Multiple Target Priority

A typical targeting macro for a raider will tend to have multiple targeting lines in it that each target a creature with a different name. For the most part these will generally be mobs that are active in different encounters so target overlap is not an issue. There are situations, however, where a targeting macro can assist in general target priority for all of the various adds that spawn during the same fight.

NOTE: The latter scenario is not typically recommended. Target swapping manually is a very valuable skill for any DPS or tank raider to have. Targeting macros are very strict in the order they target mobs and it's not always the case that a stringent kill order is the best. Assessment of the current situation and sound combat decisions based on a solid understanding of the fight will trump a targeting macro every time.

In order to keep your target priority straight when your macro has multiple targeting lines that will be used during the same encounter you need to make sure to structure your macro so the the mob with priority will be targeted by the time the macro has run it's course. There are two ways to do this and neither is particularly better.

Using a ranged DPS target priority for Valithria Dreamwalker: Blazing Skeleton, Suppressor, Blistering Zombie, Glutinous Abomination

Method 1:

/target Blazing Skeleton
/target Suppressor [noexists] [dead]
/target Blistering Zombie [noexists] [dead]
/target Glutinous Abomination [noexists] [dead]

Method 2:

/target Glutinous Abomination
/target Blistering Zombie
/target Suppressor
/target Blazing Skeleton

In method 1 you can see that the target priority is done in the order of the kill priority. Each line after the first will check to see if the current target (presumably what the previous line targeted) exists or is dead. If it does exist (meaning you have a target) and that target is not dead then the next targeting line will not execute, leaving you with your original target.

Method 1 is a good method to use if you find that method 2 causes your computer to hang, if you have very few targets to include int he macro or you have a mod that allows you to make macros with more than 255 characters. The fact that each line after the first must include two conditionals to operate effectively make this a bad method to use if you have an extensive list of targets or other commands you would like to include in the macro as the conditionals on each line tend to push on the default 255 macro characters limit rather quickly.

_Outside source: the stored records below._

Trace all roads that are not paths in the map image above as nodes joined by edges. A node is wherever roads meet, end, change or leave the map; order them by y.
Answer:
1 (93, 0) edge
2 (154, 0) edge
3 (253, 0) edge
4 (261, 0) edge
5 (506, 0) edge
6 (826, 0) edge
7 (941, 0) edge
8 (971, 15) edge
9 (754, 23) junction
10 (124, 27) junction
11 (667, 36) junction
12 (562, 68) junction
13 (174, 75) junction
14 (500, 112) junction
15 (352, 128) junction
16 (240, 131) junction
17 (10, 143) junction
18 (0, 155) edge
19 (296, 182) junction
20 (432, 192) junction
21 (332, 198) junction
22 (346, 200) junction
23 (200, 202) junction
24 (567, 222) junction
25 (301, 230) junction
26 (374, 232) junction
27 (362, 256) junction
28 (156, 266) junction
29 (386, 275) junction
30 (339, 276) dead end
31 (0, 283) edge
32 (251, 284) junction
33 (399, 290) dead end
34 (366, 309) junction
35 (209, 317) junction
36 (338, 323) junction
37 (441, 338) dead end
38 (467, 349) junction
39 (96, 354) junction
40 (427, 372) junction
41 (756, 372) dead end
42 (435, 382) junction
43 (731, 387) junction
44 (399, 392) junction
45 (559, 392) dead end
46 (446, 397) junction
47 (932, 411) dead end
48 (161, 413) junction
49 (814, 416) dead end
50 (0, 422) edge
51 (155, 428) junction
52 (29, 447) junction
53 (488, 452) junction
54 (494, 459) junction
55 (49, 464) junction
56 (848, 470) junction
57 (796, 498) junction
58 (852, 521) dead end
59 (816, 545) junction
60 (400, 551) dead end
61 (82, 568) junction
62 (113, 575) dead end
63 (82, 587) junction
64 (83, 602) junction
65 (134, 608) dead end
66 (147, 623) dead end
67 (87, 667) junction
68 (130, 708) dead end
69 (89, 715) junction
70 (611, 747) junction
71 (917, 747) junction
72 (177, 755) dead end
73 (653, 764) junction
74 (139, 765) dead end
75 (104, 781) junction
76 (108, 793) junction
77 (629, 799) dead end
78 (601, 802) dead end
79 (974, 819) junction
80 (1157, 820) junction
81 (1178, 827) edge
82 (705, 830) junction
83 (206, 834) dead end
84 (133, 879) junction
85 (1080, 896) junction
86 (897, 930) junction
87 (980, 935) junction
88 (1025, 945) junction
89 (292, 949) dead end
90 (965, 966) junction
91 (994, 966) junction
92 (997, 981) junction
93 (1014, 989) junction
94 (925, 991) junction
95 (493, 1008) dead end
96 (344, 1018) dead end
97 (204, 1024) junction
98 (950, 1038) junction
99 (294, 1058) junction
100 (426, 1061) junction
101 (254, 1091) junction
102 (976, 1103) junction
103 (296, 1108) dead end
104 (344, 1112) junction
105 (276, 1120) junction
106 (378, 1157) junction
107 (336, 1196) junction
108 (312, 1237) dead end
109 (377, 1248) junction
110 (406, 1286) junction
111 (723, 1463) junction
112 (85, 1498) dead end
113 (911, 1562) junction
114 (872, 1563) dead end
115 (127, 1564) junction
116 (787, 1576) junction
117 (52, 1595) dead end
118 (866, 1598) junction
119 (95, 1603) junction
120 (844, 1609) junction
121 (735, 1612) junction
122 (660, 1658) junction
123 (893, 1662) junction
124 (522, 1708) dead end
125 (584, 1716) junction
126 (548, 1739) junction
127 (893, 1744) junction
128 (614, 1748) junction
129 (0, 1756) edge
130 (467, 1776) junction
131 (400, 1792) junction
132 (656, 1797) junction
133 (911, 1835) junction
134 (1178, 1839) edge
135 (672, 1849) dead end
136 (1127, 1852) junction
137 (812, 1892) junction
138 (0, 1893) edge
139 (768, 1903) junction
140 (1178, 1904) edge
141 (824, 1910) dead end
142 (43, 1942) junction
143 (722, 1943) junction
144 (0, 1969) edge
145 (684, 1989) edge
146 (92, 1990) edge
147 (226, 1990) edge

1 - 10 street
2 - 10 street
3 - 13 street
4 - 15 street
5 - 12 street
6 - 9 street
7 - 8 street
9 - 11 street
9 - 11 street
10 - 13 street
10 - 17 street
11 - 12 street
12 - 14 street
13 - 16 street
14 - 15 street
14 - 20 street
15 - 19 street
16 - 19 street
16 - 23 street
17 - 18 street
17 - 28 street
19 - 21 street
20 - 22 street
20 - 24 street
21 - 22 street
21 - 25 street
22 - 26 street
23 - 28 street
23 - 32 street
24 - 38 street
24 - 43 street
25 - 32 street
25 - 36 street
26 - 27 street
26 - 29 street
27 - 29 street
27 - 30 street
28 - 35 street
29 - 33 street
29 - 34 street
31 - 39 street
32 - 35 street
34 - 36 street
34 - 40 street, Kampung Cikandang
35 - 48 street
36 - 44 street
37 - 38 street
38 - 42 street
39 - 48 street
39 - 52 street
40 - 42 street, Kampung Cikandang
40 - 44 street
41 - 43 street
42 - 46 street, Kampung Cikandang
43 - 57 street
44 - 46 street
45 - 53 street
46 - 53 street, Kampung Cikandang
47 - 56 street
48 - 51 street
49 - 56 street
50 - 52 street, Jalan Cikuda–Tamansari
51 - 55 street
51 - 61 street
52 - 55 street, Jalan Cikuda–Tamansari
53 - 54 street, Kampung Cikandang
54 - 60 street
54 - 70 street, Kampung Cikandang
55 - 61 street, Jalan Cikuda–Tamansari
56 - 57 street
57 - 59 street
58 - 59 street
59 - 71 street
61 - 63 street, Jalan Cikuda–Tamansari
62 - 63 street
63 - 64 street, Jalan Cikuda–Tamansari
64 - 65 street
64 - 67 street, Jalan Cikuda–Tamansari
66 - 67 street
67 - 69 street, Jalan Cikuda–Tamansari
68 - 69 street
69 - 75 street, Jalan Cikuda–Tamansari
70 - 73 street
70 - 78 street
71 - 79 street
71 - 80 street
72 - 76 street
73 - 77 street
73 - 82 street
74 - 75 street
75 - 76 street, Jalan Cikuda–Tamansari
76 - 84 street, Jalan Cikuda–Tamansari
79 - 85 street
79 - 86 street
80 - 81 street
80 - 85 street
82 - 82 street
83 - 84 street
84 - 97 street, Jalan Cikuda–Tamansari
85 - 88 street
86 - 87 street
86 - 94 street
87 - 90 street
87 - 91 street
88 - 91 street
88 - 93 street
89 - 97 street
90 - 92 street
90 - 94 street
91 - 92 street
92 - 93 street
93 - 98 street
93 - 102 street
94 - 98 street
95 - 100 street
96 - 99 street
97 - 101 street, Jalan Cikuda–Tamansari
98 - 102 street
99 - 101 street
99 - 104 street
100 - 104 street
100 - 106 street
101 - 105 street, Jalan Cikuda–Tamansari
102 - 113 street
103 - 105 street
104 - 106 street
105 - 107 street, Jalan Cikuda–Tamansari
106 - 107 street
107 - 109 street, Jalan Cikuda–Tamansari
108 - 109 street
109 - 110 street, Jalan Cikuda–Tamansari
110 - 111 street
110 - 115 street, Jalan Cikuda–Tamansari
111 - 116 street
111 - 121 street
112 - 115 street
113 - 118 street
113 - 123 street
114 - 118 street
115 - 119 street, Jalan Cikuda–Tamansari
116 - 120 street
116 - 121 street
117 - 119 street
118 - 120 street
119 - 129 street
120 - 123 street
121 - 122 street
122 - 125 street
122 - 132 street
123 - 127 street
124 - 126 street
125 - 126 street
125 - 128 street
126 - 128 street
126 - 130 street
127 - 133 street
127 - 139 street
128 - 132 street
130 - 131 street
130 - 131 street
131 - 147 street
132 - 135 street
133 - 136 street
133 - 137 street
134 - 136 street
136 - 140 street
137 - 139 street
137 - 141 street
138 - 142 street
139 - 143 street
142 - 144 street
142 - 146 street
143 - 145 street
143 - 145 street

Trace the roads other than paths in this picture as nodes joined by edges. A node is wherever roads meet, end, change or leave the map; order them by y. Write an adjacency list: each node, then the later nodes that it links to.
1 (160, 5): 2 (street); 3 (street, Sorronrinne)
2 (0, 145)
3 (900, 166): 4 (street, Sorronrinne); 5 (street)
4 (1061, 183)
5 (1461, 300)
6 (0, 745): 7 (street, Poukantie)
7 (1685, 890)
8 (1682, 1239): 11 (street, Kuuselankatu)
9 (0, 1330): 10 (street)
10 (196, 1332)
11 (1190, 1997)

As you've probably already realized method 2 uses a reverse targeting order in it's design. This method of placing the highest priority last effectively means that if any two targets are up at the same time you'll target both of them, but by the end of the macro you'll have your highest priority target in the cross hairs. For most PCs this should be completely transparent - you won't even see the intermediary targets, just your last one. However, if you find this causes you to hang for a moment because of a slow PC or laggy unit frames method 1 may be worth a look.

Automatic or Manual?

There are two options for integrating a targeting macro into the boss fight, and for the most part they both depend on play style.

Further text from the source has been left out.